### Task description
Which lines of the entries contain the string "wherever"? Please find them and copy them.

── Materials provided ──

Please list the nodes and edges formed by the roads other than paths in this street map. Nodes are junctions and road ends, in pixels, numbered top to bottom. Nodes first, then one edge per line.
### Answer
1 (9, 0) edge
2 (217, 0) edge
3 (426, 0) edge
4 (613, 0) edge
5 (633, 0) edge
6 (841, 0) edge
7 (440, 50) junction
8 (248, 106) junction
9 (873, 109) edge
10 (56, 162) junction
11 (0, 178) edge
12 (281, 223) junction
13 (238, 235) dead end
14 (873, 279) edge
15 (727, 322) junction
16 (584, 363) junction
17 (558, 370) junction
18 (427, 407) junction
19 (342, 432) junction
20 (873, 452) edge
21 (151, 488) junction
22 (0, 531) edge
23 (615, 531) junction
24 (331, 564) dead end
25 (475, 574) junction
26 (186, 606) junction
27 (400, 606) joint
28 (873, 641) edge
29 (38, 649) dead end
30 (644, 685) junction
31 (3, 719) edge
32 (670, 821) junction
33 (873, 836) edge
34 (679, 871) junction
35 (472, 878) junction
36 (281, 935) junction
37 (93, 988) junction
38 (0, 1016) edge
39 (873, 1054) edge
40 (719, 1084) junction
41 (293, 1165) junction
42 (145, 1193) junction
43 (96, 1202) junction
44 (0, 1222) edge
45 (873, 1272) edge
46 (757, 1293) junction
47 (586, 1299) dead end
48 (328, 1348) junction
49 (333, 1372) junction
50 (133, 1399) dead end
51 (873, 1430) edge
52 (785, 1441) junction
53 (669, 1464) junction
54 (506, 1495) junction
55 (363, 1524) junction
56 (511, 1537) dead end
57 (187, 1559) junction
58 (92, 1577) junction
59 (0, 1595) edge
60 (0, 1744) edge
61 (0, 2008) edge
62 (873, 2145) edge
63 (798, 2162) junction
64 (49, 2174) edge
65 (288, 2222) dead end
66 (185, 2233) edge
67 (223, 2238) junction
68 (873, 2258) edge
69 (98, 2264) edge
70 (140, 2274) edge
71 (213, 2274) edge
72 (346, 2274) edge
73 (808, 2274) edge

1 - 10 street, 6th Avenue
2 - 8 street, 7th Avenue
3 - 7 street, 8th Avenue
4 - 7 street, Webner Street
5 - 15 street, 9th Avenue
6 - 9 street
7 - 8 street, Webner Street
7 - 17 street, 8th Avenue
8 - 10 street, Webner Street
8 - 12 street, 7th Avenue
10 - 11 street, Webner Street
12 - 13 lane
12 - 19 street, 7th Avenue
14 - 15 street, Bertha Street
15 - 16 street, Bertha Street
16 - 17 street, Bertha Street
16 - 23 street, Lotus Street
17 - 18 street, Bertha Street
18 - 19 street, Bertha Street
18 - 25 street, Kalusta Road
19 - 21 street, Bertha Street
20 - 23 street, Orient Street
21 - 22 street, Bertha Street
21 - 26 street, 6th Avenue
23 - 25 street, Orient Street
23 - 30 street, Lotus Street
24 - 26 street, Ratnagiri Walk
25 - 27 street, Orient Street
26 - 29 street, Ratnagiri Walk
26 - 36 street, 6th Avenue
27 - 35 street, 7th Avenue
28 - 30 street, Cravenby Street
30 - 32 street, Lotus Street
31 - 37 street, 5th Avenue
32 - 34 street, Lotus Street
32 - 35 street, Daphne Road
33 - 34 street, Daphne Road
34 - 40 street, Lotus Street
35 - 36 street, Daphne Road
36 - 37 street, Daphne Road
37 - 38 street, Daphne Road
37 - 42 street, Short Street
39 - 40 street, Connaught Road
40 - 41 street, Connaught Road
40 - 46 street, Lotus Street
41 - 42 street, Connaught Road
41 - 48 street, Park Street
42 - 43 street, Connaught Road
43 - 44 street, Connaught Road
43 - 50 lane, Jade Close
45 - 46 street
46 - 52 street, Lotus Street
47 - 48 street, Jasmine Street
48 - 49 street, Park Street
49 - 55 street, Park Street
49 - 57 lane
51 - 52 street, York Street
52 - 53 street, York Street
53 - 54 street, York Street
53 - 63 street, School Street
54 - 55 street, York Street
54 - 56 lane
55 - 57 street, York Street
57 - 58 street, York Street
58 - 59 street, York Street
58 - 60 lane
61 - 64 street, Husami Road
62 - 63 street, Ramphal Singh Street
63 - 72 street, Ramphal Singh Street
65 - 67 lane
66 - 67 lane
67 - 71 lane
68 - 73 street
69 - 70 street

───
── Materials provided ──

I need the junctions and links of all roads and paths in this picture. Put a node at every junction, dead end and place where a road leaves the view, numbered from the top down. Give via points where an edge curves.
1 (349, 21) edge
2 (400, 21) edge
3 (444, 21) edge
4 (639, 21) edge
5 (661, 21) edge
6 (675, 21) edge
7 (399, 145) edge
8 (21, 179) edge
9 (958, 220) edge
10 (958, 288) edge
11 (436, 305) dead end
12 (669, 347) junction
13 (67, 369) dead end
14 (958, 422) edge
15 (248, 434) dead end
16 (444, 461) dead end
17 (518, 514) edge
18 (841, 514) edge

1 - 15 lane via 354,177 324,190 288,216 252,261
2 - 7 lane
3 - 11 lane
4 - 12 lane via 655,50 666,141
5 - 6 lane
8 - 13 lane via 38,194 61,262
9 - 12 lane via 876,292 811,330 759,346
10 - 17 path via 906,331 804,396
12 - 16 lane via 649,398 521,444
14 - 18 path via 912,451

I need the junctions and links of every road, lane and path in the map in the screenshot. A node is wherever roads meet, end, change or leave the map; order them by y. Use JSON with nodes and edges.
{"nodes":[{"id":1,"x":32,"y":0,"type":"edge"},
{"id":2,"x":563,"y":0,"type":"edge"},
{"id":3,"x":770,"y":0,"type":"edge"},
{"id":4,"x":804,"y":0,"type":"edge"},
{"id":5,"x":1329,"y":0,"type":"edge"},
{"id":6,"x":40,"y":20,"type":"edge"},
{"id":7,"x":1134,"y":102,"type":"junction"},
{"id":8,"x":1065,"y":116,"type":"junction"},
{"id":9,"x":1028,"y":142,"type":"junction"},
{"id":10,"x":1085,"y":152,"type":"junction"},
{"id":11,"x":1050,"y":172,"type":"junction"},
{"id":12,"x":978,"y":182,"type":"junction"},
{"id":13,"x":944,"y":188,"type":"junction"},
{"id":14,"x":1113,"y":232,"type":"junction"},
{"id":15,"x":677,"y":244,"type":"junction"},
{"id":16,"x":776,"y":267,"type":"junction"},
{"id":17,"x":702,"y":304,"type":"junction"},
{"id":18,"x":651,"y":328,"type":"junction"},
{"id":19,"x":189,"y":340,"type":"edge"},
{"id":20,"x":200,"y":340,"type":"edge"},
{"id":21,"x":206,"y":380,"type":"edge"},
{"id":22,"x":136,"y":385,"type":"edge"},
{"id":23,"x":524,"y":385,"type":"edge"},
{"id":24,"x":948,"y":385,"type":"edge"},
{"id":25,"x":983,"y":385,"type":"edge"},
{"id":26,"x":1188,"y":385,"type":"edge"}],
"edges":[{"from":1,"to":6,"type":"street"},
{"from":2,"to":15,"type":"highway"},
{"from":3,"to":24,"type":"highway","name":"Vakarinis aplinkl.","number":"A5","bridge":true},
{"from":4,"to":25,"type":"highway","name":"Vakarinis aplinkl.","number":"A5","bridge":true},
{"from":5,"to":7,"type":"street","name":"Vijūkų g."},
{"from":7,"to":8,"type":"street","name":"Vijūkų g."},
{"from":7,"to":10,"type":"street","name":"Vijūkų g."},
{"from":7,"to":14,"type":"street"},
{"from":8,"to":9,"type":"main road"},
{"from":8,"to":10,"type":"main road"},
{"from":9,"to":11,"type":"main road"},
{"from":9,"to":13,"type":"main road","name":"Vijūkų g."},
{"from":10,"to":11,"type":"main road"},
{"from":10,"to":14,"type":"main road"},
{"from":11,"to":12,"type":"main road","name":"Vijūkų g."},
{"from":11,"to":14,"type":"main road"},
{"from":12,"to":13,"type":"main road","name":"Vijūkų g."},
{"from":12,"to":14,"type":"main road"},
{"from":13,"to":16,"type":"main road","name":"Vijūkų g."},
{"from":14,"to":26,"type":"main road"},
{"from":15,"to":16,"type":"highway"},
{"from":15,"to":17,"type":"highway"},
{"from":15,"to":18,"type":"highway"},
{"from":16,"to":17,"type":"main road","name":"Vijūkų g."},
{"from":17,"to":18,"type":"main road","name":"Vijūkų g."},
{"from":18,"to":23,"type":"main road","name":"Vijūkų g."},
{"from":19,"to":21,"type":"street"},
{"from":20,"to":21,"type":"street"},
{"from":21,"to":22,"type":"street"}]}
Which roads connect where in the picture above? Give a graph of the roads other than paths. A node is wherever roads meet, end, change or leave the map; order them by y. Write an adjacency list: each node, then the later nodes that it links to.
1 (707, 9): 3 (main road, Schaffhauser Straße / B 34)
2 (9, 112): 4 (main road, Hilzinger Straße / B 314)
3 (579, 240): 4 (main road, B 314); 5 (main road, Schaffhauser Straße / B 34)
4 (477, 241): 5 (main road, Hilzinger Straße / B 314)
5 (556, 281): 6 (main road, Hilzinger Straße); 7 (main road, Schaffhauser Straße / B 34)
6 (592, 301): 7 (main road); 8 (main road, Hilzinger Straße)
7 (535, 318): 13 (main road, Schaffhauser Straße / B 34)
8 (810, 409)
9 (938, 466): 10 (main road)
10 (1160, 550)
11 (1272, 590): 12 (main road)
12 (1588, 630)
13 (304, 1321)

───
── Materials provided ──

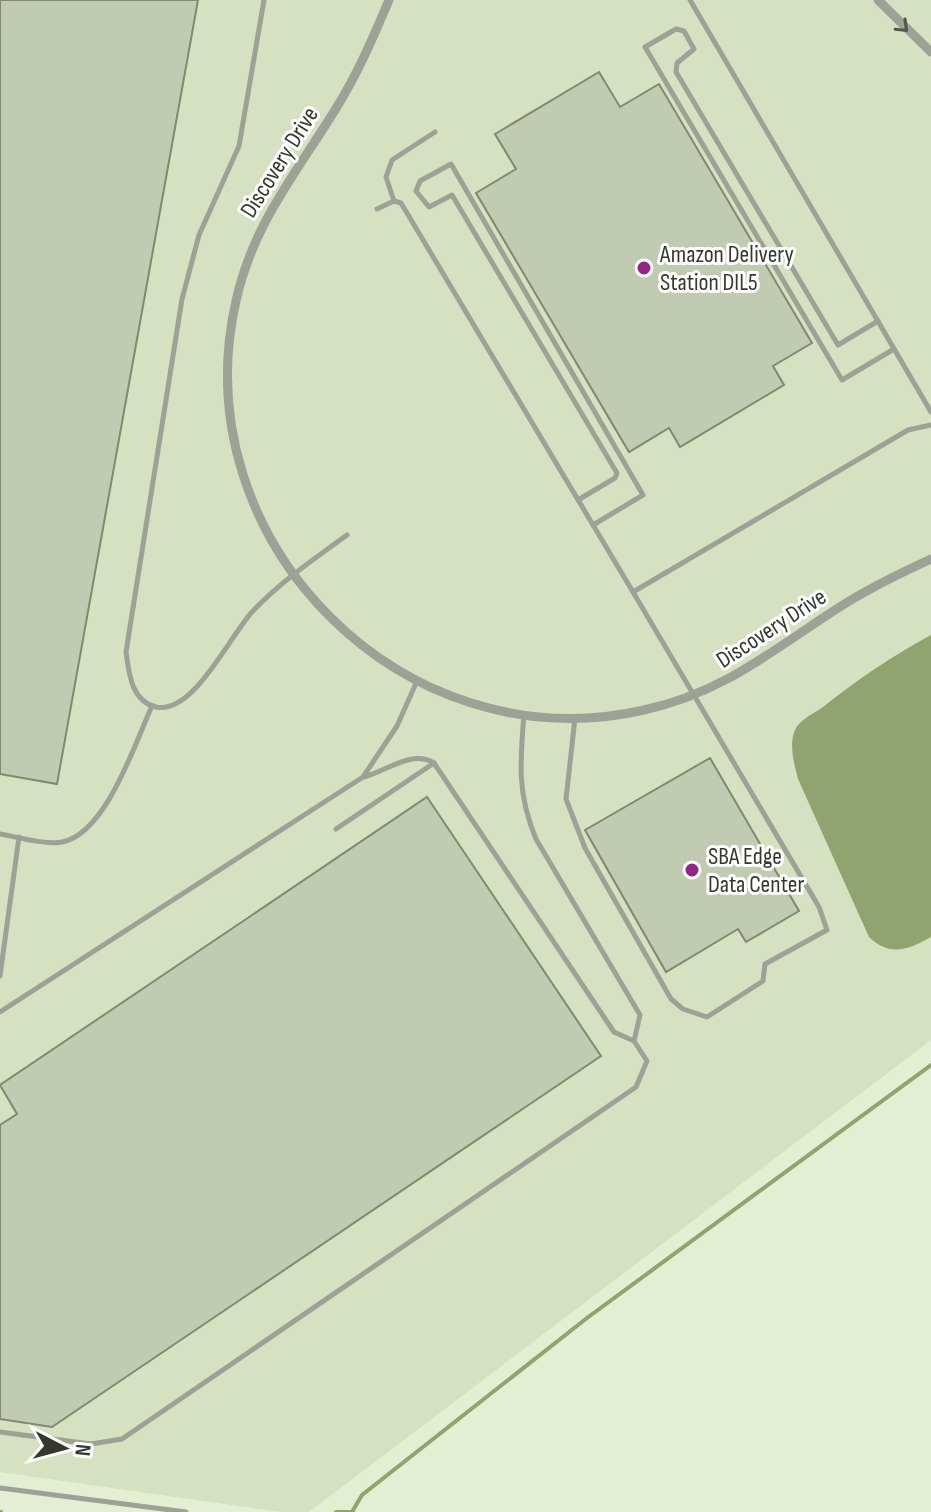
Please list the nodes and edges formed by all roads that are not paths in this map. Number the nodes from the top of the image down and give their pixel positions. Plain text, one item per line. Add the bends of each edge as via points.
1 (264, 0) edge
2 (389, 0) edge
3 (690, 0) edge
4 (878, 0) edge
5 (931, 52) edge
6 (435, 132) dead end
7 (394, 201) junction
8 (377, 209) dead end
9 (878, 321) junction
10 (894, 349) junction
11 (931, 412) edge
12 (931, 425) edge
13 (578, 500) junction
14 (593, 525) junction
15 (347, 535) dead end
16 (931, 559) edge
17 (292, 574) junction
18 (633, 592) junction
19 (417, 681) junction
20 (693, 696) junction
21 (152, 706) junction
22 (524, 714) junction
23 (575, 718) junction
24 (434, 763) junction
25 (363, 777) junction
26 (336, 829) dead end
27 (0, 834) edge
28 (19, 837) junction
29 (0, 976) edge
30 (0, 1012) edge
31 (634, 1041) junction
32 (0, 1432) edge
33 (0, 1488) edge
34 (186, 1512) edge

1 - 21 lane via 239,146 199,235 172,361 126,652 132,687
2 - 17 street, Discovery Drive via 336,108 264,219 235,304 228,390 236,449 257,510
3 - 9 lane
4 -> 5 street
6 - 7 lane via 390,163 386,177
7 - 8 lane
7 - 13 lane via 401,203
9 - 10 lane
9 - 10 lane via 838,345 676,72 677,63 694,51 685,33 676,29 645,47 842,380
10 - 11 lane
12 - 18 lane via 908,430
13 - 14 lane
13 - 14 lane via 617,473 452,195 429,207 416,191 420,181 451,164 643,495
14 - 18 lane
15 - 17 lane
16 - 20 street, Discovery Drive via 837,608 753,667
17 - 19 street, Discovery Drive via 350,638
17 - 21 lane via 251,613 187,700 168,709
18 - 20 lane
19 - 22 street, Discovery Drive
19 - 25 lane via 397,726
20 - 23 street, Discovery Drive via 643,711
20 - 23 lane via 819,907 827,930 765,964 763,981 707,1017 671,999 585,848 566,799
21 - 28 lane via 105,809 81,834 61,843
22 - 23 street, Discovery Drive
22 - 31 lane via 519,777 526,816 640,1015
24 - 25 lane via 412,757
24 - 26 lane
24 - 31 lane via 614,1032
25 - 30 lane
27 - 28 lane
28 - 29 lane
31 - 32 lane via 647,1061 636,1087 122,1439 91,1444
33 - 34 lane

───

### Your response
I need the junctions and links of every road, lane and path in the map in the screenshot. A node is wherever roads meet, end, change or leave the map; order them by y. Use JSON with nodes and edges.
Which roads connect where in the picture above? Give a graph of the roads other than paths. A node is wherever roads meet, end, change or leave the map; order them by y. Write an adjacency list: each node, then the later nodes that it links to.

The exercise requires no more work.